SCRIBE NOTES FOR LECTURE 31:
TOPIC : WEB CACHE SHARING
WEB CACHING
DEFINITION :
The storage of Web files for later re-use at a point more quickly accessed
by the end user.
Caching can happen at many places, including proxies (i.e. the user's
ISP) and the user's local machine. The objective is to make efficient use
of resources and speed the delivery of content to the end user.
The purposes of web caching are :
- Reduce network bandwidth consumption -- If the page is
available in the web cache itself, there is no need to go to the web-server.
- Reduce server load -- SInce the number of requests served decreases.
- Reduce client latency -- Since the required page is available locally.
CACHE SHARING :
The Sharing of caches among Web proxies.It
will reduce the Web traffic and alleviate network bottlenecks.
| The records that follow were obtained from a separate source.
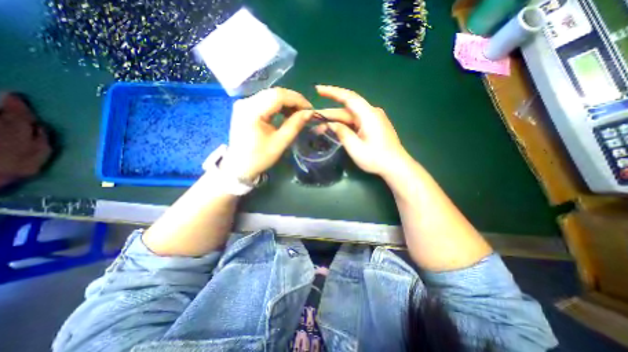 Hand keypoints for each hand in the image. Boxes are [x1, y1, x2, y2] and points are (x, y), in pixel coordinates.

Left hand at [220, 87, 312, 181]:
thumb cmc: (259, 157)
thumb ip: (295, 125)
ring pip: (270, 95)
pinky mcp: (244, 108)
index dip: (297, 99)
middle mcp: (245, 102)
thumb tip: (309, 113)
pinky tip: (285, 113)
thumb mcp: (280, 142)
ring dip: (286, 102)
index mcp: (252, 111)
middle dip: (293, 100)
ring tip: (298, 113)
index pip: (278, 95)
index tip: (310, 109)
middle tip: (305, 111)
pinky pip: (265, 101)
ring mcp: (243, 104)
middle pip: (274, 93)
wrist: (239, 166)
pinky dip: (278, 106)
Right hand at [314, 84, 407, 177]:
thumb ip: (342, 133)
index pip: (348, 97)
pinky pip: (355, 121)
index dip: (332, 92)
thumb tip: (331, 124)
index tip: (318, 89)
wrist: (396, 166)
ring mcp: (373, 119)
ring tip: (320, 126)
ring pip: (350, 116)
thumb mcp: (355, 148)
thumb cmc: (376, 158)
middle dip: (329, 113)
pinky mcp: (373, 126)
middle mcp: (371, 113)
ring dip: (336, 120)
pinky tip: (335, 129)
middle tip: (313, 117)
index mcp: (368, 115)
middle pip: (347, 109)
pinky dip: (344, 124) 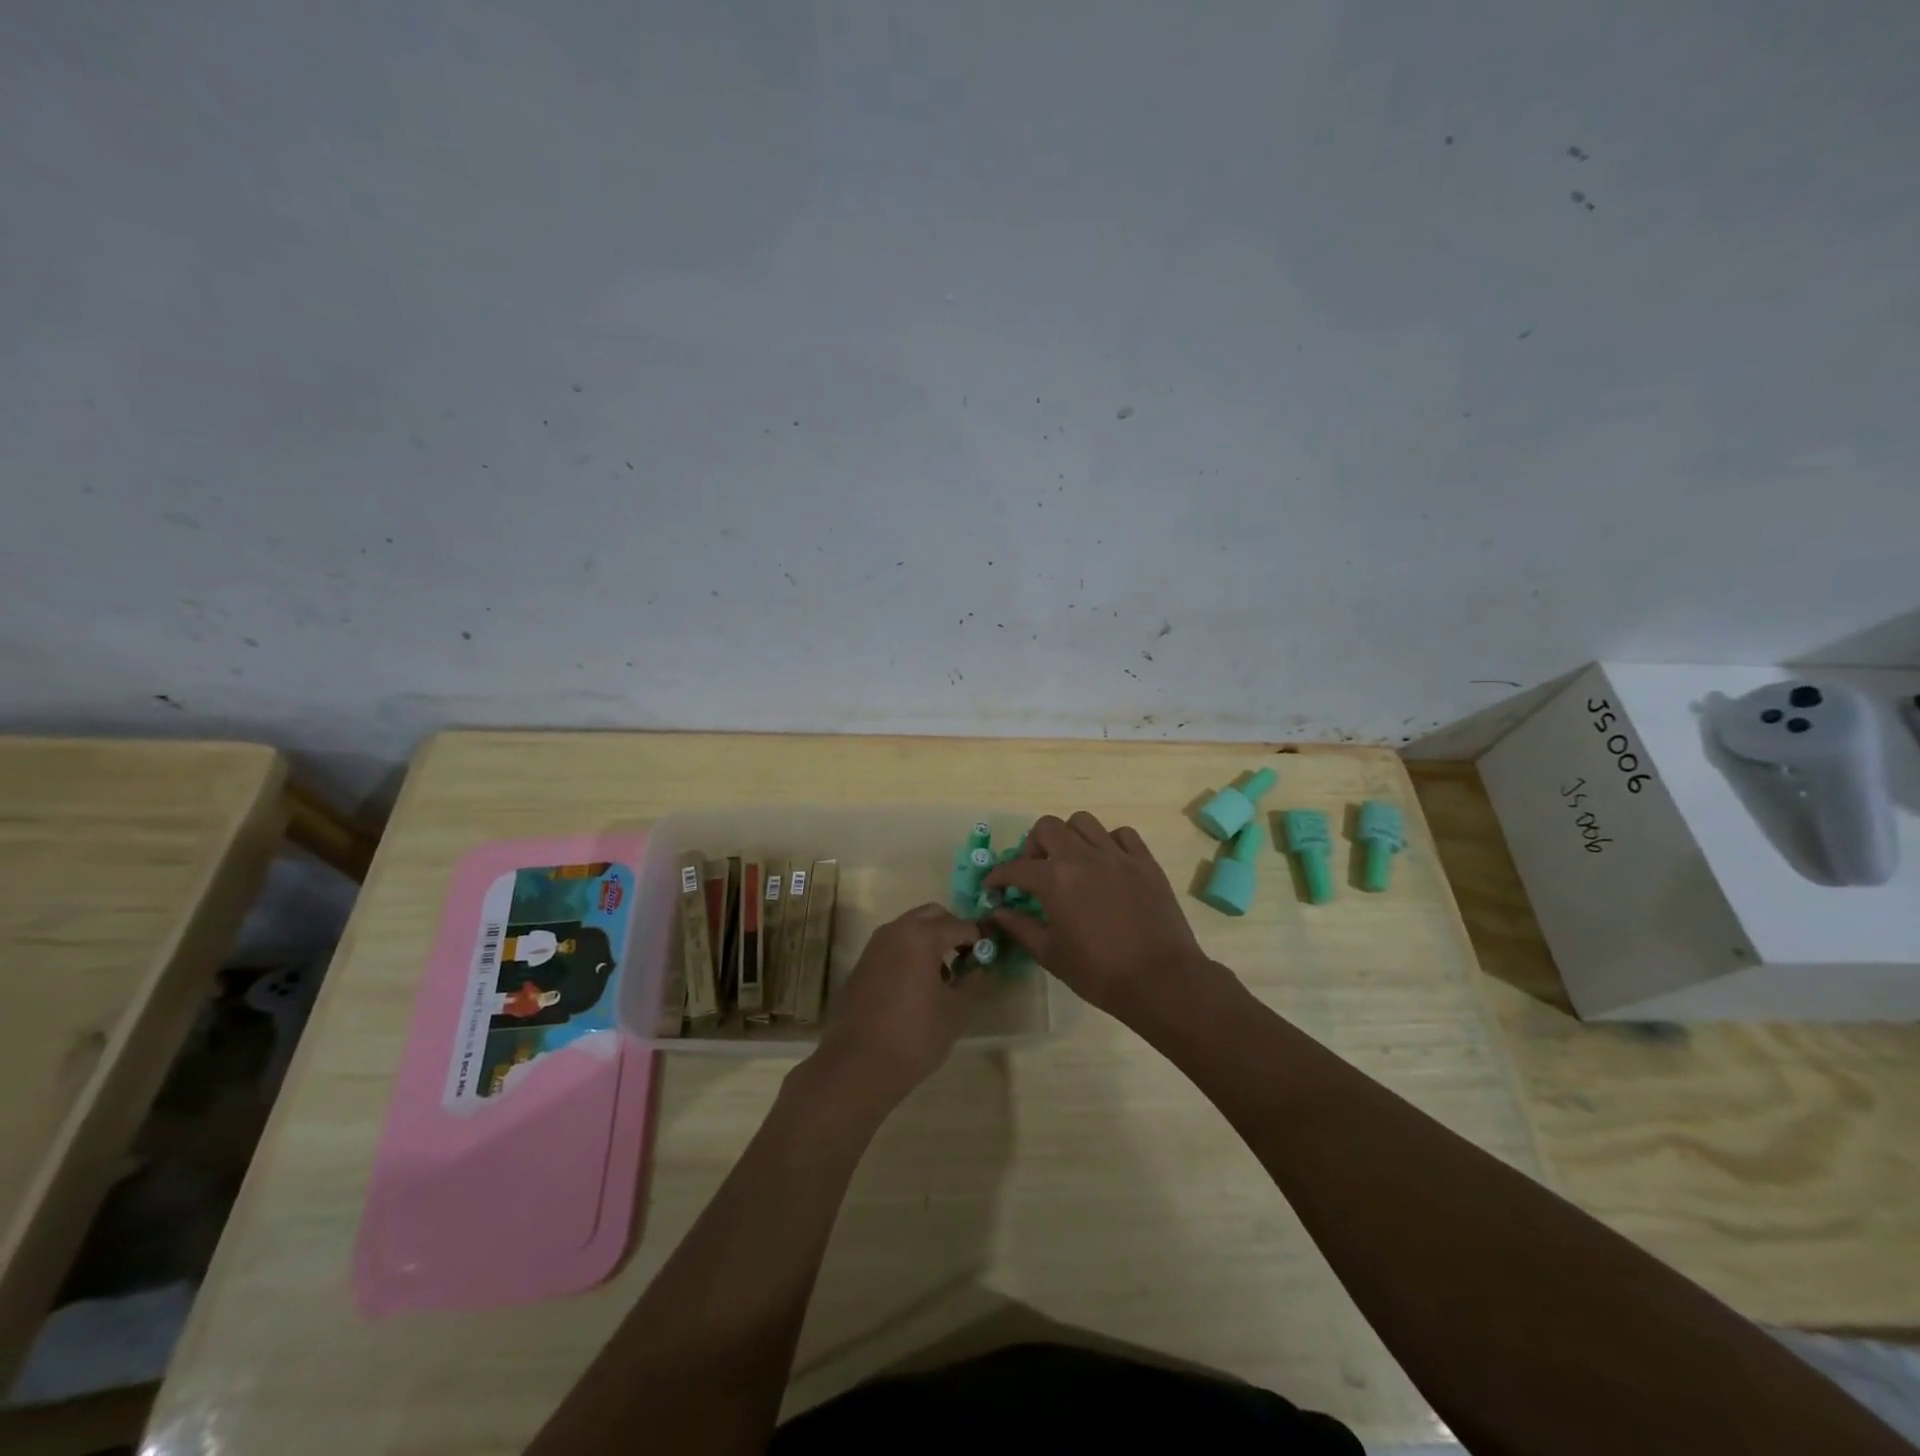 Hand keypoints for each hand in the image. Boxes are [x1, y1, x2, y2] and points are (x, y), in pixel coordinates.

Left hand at [809, 904, 984, 1112]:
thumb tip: (982, 968)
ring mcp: (876, 945)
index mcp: (923, 936)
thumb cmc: (915, 1035)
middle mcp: (897, 930)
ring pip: (910, 927)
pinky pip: (894, 944)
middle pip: (932, 915)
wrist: (859, 1064)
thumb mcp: (956, 1011)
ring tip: (944, 975)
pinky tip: (918, 984)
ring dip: (930, 939)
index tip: (990, 954)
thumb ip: (974, 983)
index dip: (980, 938)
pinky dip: (911, 952)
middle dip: (953, 930)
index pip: (961, 925)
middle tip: (967, 958)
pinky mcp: (863, 963)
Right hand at [985, 812, 1212, 1023]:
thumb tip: (997, 912)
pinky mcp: (1145, 862)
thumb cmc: (1099, 973)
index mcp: (1055, 879)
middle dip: (1033, 845)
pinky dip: (1108, 842)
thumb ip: (1020, 928)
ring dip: (1069, 837)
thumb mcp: (1051, 954)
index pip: (1016, 867)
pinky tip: (1107, 863)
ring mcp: (1117, 855)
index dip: (999, 876)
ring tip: (1071, 862)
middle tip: (1035, 870)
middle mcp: (1083, 856)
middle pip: (1048, 827)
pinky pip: (1122, 834)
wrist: (1161, 980)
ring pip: (1084, 822)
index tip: (993, 887) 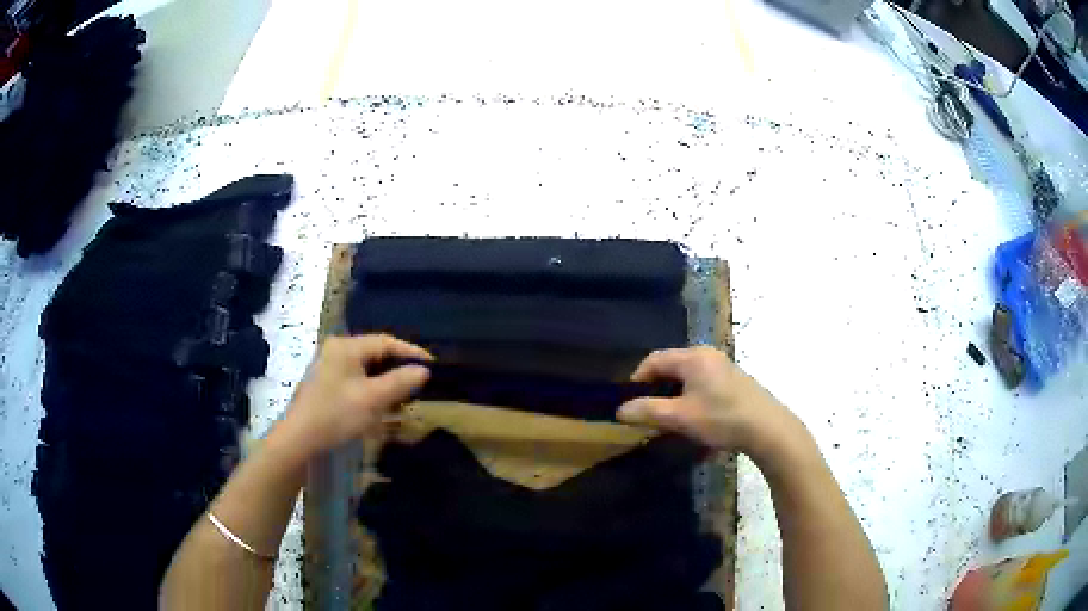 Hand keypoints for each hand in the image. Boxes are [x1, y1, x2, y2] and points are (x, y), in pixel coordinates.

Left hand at [277, 334, 431, 459]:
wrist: (299, 440)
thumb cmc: (336, 415)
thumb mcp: (373, 399)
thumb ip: (400, 382)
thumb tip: (424, 370)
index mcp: (346, 347)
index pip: (385, 342)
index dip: (411, 352)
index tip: (432, 366)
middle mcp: (336, 351)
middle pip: (375, 354)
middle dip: (398, 369)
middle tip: (420, 383)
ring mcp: (328, 368)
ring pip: (366, 369)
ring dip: (386, 382)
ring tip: (404, 398)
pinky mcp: (325, 385)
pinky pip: (356, 381)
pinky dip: (372, 390)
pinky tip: (381, 407)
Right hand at [617, 346, 803, 456]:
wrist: (768, 429)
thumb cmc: (721, 419)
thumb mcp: (680, 417)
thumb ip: (647, 411)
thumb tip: (620, 410)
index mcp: (693, 357)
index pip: (654, 360)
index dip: (637, 380)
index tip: (631, 404)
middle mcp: (707, 355)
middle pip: (671, 367)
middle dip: (656, 391)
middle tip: (649, 415)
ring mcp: (723, 367)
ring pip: (688, 378)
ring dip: (674, 398)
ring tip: (671, 421)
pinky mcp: (734, 381)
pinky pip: (703, 385)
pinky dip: (692, 400)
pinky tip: (696, 421) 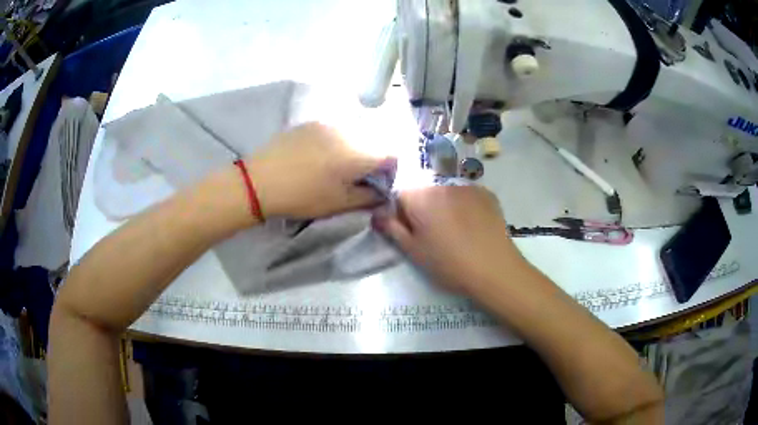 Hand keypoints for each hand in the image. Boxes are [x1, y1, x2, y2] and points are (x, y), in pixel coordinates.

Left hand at [247, 122, 394, 218]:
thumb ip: (368, 197)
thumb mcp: (339, 203)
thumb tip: (383, 193)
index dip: (390, 170)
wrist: (260, 180)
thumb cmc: (303, 196)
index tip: (378, 183)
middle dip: (372, 159)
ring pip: (354, 135)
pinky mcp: (311, 123)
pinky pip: (335, 130)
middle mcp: (348, 132)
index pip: (391, 155)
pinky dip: (336, 142)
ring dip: (354, 149)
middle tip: (356, 177)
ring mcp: (328, 124)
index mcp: (359, 153)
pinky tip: (319, 156)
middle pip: (373, 143)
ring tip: (336, 166)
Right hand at [372, 185, 524, 294]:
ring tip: (455, 228)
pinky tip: (472, 225)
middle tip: (432, 231)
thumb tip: (377, 214)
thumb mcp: (413, 250)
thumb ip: (392, 228)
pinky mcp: (486, 192)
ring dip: (444, 202)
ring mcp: (467, 185)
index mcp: (420, 195)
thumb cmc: (448, 262)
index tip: (408, 227)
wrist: (494, 268)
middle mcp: (442, 182)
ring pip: (446, 189)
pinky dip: (464, 203)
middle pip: (423, 187)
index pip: (399, 191)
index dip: (400, 209)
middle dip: (423, 204)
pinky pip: (467, 193) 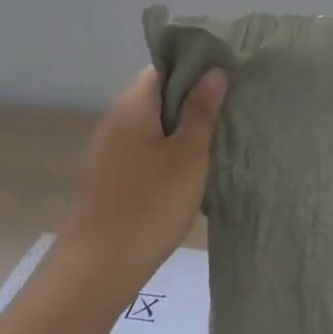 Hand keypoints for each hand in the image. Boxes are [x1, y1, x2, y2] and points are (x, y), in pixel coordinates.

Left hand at [57, 66, 227, 310]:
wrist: (100, 265)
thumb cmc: (150, 203)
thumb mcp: (188, 154)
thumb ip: (201, 111)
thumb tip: (214, 71)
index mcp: (133, 104)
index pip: (164, 67)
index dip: (196, 68)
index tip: (228, 76)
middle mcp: (116, 118)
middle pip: (158, 95)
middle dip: (193, 99)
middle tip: (232, 107)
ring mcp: (110, 148)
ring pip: (153, 124)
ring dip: (182, 127)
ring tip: (219, 136)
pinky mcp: (111, 174)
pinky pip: (145, 148)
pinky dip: (168, 150)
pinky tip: (192, 167) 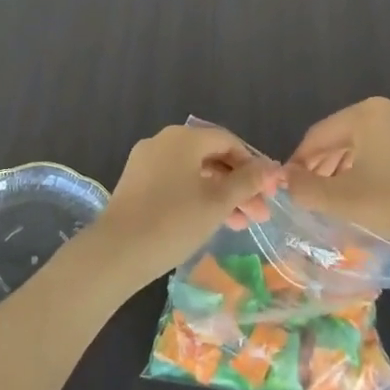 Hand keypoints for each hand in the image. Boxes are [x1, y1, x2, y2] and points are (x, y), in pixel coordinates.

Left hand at [71, 125, 280, 298]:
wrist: (117, 252)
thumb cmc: (173, 222)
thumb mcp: (217, 203)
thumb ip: (247, 182)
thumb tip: (272, 167)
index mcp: (183, 138)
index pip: (228, 141)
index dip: (253, 165)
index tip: (269, 193)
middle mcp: (163, 142)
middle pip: (211, 156)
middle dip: (239, 185)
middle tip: (259, 214)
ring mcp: (146, 162)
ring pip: (194, 172)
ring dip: (220, 195)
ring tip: (241, 225)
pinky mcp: (136, 183)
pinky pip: (175, 182)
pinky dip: (197, 197)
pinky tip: (211, 221)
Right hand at [282, 98, 389, 283]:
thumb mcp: (344, 200)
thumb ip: (306, 189)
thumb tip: (284, 181)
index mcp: (367, 113)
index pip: (317, 136)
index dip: (297, 163)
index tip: (286, 188)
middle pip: (342, 137)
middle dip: (321, 167)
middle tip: (308, 196)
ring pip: (365, 146)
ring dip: (345, 170)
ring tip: (334, 200)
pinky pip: (389, 153)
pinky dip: (371, 171)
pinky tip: (368, 196) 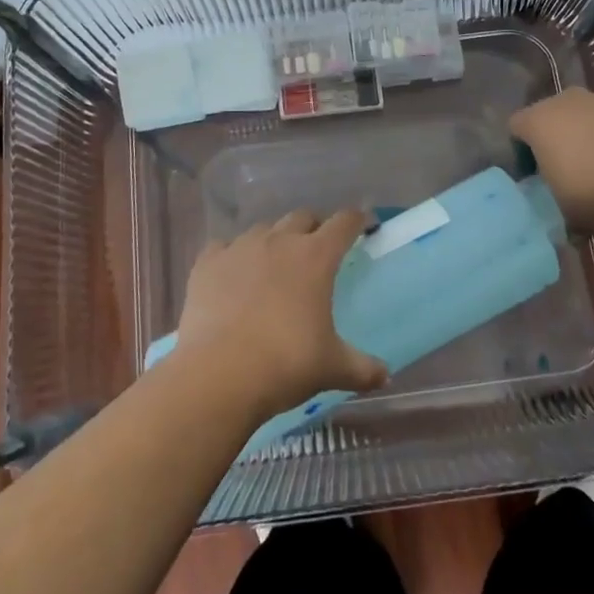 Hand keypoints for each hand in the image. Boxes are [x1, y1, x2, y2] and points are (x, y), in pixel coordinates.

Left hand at [174, 209, 388, 419]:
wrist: (220, 374)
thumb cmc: (286, 364)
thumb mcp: (333, 368)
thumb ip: (362, 367)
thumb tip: (385, 376)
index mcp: (316, 257)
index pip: (344, 223)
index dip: (358, 220)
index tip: (364, 224)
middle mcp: (279, 241)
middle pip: (302, 217)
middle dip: (314, 227)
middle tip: (318, 249)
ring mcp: (240, 248)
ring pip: (263, 229)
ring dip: (274, 239)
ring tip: (274, 263)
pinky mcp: (208, 263)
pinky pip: (223, 246)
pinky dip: (232, 255)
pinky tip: (232, 274)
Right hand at [509, 87, 593, 229]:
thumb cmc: (590, 188)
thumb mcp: (554, 202)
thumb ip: (545, 189)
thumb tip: (551, 195)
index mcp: (538, 118)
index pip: (517, 128)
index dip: (520, 152)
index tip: (530, 178)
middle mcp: (566, 101)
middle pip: (552, 120)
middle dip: (554, 142)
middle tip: (560, 175)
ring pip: (585, 121)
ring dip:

There are
two protocols for this cache sharing.
1. ICP - Internet Cache Protocol.
2. Summary-Cache.
CACHE SHARING VIA ICP :
- When one proxy has a cache miss, it sends queries to all siblings
(and parents) i.e. multicasting , "Do you have the URL ?".
- If some proxy responds with "YES", then send a request
to fetch the file .
- If no proxy responds with "YES" within certain time limit, send
a request to web server.
OVERHEAD OF ICP :
- It is not a scalable protocol. The simulation results show
that ICP incurs considerable overhead even when the number of cooperating
proxies is as low as 4.There are large number of query messages
to be exchanged.
- As the number of proxies increases, the overhead quickly becomes
prohibitive.
Compared with no cache sharing, ICP
- Increases network packets to each proxy by 8-29%.
- Increases CPU overhead by 13-32%.
- Increases user latency by 2-12%.
SUMMARY CACHE :
The compressed directories which consists of the URLs of the
documents are called "summaries". In the summary cache, each proxy
stores a summary of URLs of documents cached at every other proxy. When a
user request for a document then first, the URL of that document is looked
in the local cache.If a cache miss occurs in the local cache, the proxy checks
the stored summaries to see if the requested document is present in other
proxies.If it presents then the proxy sends out requests to the relevent
proxies to fetch the document.If it is not present in other proxies also,
then the proxy sends the request directly to the Web server.
Overheads :
1.False Misses : The document requested is cached at some other proxy
but its summary does not reflect the fact. In this case, a remote cache hit
is lost, and the total hit ratio with in the collection of caches is reduced.
2.False Hits : The document requested is not cached at some kother
proxy but its summary indicates that it is present. The proxy will send a
query message to the other proxy, only to be notified that the document is
not cached there.In this case a query message is wasted.
3.Stale Hits : The document is stored at some other proxy, but that copy
is a stale copy.The effect is wasted query messages.
Two issues to resolve :
1. When to do sumary Updates ?
2. How to summarize ?
If we update the summary database when ever there is a change,then the network
overhead increases.
There are two other approaches for this.
i. Periodic summary Updates
ii. Delay summary Updates until X% of cached documents are 'new'.
For the second option, Trace-driven simulations indicates
that Delay threshold of 1-10% works well in practice. This translates to
Update frequency of about once in 5 minutes.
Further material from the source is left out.